[Opening Source material section]
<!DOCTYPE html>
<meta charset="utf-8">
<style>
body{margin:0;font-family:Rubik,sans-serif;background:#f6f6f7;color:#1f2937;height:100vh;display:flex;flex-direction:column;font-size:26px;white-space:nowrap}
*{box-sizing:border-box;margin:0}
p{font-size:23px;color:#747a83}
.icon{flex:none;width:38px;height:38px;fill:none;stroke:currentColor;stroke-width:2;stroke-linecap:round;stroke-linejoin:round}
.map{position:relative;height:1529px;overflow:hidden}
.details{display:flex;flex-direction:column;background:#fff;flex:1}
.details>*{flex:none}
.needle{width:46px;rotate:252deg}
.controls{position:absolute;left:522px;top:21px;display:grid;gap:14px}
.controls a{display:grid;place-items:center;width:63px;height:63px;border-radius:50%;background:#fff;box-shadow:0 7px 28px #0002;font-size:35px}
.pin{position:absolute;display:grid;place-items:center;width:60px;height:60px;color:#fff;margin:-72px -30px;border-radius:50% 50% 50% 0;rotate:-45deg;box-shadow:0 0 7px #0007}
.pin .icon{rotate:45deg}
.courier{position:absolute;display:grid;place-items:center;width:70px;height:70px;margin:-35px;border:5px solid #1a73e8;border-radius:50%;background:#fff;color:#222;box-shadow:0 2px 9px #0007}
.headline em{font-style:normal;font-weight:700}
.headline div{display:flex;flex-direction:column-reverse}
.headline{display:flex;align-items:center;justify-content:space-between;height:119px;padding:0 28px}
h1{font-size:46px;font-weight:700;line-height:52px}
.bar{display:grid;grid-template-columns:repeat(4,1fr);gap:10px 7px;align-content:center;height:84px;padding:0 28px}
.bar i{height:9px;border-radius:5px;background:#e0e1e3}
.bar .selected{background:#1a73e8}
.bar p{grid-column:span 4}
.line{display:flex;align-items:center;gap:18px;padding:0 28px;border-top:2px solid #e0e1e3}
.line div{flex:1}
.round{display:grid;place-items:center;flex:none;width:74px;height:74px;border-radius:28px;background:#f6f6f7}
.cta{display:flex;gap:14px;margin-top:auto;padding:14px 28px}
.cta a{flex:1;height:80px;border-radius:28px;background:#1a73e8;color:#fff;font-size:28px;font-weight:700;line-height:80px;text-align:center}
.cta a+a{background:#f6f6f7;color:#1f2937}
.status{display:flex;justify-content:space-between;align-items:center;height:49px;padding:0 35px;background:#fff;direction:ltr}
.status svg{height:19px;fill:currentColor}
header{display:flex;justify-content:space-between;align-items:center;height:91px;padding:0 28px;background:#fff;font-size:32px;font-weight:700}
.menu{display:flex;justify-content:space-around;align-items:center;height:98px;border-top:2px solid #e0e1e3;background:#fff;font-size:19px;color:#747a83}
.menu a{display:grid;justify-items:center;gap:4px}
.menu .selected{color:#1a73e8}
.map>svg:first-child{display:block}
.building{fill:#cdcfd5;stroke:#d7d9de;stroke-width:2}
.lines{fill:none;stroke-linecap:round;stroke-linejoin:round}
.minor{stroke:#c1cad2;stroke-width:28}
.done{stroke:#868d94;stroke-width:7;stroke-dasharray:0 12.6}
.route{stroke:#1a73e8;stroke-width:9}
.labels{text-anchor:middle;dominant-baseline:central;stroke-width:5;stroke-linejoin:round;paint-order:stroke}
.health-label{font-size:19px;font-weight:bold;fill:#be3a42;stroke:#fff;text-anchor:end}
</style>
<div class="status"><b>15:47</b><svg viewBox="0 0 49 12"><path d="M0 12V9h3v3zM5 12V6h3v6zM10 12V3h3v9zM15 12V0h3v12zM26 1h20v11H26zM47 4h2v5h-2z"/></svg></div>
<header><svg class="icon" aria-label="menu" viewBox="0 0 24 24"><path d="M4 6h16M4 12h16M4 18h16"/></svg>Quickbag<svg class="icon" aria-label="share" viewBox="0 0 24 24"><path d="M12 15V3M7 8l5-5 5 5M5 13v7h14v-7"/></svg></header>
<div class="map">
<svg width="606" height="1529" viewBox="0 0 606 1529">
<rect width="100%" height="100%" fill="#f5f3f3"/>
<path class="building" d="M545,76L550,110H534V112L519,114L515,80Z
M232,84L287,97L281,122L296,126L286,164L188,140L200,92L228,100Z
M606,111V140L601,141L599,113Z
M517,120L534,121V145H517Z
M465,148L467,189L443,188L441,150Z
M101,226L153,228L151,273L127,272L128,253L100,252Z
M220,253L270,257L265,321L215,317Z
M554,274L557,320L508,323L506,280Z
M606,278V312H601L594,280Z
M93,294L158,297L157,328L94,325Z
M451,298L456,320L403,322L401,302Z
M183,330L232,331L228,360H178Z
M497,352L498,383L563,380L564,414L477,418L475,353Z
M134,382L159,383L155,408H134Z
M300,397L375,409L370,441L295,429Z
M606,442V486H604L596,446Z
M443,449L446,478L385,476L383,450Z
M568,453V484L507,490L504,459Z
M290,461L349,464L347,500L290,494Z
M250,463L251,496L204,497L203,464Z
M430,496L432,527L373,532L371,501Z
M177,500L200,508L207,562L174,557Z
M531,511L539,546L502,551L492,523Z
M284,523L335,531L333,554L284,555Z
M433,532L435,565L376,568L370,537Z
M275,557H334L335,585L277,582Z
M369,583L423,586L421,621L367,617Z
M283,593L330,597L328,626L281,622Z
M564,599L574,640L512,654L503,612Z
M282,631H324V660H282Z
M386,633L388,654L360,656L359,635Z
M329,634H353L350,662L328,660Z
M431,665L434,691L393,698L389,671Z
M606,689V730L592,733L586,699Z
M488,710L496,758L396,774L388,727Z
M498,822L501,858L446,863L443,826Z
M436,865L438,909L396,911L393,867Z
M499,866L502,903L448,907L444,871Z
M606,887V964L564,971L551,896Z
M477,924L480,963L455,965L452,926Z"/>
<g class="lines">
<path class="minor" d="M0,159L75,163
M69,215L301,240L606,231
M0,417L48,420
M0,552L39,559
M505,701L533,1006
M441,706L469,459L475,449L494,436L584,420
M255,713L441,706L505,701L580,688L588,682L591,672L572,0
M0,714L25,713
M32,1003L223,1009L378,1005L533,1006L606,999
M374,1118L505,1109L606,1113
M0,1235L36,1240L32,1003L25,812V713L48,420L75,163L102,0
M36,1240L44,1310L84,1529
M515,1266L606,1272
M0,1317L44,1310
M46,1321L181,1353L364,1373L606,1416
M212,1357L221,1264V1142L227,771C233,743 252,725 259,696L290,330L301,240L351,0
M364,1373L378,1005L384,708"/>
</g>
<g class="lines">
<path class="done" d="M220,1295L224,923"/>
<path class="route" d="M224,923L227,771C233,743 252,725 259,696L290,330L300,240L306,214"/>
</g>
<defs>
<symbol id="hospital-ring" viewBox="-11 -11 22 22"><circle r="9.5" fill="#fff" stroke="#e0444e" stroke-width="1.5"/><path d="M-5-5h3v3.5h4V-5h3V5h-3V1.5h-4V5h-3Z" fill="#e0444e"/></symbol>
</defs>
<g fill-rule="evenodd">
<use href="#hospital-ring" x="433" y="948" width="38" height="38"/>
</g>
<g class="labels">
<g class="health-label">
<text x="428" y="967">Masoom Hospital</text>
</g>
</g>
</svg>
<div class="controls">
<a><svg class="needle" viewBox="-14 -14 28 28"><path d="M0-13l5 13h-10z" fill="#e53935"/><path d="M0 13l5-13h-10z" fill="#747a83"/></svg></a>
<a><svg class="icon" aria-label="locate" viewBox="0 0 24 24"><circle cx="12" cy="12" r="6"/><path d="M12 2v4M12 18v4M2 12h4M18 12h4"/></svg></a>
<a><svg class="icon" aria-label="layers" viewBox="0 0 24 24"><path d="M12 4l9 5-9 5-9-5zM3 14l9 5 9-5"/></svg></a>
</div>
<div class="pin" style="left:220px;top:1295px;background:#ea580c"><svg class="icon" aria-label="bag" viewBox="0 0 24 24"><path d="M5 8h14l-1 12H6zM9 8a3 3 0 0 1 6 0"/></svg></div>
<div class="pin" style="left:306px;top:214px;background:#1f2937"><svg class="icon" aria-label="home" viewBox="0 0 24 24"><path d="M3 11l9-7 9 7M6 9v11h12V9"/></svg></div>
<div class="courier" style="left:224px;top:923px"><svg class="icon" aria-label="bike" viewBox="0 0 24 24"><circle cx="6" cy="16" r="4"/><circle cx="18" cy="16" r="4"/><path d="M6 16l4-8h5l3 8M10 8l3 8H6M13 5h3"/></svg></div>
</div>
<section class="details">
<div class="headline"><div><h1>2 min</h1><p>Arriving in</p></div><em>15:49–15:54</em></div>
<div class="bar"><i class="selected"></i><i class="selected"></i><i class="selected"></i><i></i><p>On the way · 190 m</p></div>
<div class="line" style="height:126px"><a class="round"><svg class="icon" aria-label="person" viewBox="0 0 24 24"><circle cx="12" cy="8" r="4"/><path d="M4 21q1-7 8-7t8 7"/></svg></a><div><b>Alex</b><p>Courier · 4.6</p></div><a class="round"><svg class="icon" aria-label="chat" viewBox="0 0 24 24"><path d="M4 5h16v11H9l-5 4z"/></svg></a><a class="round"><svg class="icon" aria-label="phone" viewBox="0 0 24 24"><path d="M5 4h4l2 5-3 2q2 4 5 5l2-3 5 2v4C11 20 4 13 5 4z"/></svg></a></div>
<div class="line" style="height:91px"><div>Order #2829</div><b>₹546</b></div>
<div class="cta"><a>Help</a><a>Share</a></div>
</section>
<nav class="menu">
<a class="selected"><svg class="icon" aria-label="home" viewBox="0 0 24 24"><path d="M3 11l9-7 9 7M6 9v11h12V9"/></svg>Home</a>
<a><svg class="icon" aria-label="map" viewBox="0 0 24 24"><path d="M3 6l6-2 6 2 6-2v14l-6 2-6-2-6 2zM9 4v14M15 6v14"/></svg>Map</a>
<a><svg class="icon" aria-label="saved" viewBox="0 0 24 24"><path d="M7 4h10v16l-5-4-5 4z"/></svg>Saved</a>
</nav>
[Closing Source material section]
▶ Exercise: Find "M451,298L456,320L403,322L401,302Z" in the entries above and copy that whole line exactly, then each line after it through the line that contains "M606,887V964L564,971L551,896Z".

▶ Task response:
M451,298L456,320L403,322L401,302Z
M183,330L232,331L228,360H178Z
M497,352L498,383L563,380L564,414L477,418L475,353Z
M134,382L159,383L155,408H134Z
M300,397L375,409L370,441L295,429Z
M606,442V486H604L596,446Z
M443,449L446,478L385,476L383,450Z
M568,453V484L507,490L504,459Z
M290,461L349,464L347,500L290,494Z
M250,463L251,496L204,497L203,464Z
M430,496L432,527L373,532L371,501Z
M177,500L200,508L207,562L174,557Z
M531,511L539,546L502,551L492,523Z
M284,523L335,531L333,554L284,555Z
M433,532L435,565L376,568L370,537Z
M275,557H334L335,585L277,582Z
M369,583L423,586L421,621L367,617Z
M283,593L330,597L328,626L281,622Z
M564,599L574,640L512,654L503,612Z
M282,631H324V660H282Z
M386,633L388,654L360,656L359,635Z
M329,634H353L350,662L328,660Z
M431,665L434,691L393,698L389,671Z
M606,689V730L592,733L586,699Z
M488,710L496,758L396,774L388,727Z
M498,822L501,858L446,863L443,826Z
M436,865L438,909L396,911L393,867Z
M499,866L502,903L448,907L444,871Z
M606,887V964L564,971L551,896Z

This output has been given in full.